> [Exercise instructions]
In the records below, tally each line that contains the word "dead" and give the total only.

> [Recorded information]
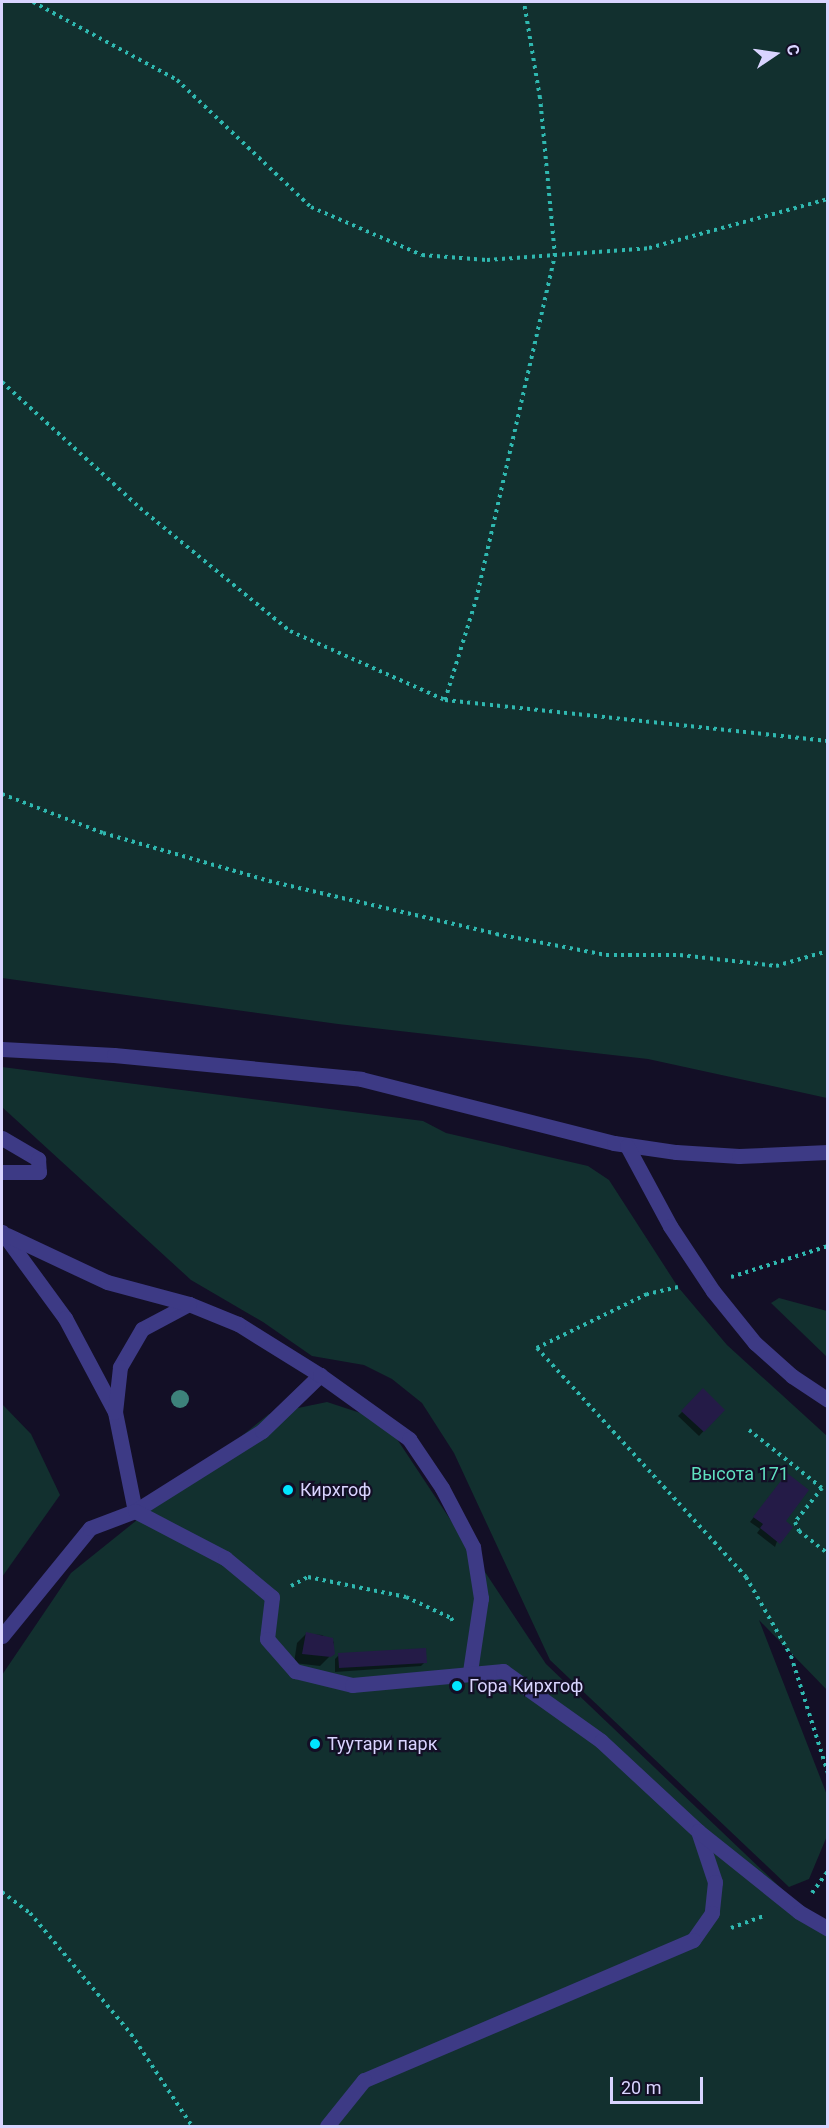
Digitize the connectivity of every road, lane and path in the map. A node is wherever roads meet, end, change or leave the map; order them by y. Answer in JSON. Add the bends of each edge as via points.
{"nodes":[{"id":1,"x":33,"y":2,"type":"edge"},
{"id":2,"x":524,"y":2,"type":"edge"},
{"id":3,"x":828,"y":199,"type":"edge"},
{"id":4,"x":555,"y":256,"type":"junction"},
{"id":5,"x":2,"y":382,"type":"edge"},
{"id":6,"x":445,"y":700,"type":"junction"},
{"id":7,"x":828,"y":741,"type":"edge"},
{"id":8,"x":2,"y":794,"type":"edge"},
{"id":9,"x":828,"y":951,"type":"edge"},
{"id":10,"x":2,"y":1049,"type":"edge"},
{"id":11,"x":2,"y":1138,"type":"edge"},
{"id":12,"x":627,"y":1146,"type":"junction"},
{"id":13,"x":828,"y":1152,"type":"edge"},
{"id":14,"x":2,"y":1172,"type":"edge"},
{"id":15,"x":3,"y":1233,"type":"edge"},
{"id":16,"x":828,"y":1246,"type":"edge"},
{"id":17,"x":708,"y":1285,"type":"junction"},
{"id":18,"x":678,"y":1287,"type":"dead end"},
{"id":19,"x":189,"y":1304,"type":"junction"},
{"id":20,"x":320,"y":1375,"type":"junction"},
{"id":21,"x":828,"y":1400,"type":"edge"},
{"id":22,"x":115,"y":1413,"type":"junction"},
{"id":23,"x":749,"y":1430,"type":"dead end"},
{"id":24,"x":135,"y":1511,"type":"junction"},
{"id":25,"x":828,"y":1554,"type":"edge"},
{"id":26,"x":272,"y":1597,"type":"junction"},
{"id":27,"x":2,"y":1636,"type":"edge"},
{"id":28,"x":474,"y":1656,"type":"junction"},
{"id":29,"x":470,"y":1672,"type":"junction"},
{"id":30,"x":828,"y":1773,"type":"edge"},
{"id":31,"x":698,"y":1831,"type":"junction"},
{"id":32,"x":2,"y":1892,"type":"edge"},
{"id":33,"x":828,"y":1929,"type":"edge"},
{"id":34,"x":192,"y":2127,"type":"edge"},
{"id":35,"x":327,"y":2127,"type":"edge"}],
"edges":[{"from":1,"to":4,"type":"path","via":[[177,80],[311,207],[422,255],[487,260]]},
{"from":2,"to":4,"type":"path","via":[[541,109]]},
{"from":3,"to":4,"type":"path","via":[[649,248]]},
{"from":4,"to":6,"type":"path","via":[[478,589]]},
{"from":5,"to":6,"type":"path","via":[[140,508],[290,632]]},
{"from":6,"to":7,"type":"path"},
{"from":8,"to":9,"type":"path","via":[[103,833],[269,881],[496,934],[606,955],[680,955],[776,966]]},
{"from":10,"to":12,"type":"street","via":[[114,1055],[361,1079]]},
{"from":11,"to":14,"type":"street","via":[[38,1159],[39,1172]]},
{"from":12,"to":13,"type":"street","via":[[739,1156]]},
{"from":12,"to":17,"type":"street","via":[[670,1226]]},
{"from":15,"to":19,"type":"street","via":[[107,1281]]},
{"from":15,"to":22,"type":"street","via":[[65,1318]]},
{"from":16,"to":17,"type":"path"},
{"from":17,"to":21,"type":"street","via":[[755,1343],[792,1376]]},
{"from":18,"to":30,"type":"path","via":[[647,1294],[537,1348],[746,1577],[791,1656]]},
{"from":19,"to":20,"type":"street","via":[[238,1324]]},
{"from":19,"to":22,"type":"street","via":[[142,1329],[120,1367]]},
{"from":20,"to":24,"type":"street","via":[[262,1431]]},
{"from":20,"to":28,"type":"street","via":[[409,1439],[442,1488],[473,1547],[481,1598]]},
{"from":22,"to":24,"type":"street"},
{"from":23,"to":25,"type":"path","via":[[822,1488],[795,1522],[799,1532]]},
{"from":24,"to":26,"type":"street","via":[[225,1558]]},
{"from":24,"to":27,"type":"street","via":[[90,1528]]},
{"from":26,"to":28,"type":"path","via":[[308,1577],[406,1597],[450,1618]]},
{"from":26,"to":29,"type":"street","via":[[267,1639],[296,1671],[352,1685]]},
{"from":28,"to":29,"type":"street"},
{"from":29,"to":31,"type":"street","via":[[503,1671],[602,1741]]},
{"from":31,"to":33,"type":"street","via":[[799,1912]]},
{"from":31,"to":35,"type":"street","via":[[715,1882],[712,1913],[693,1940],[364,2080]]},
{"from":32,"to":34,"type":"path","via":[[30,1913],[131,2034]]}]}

> [Answer box]
2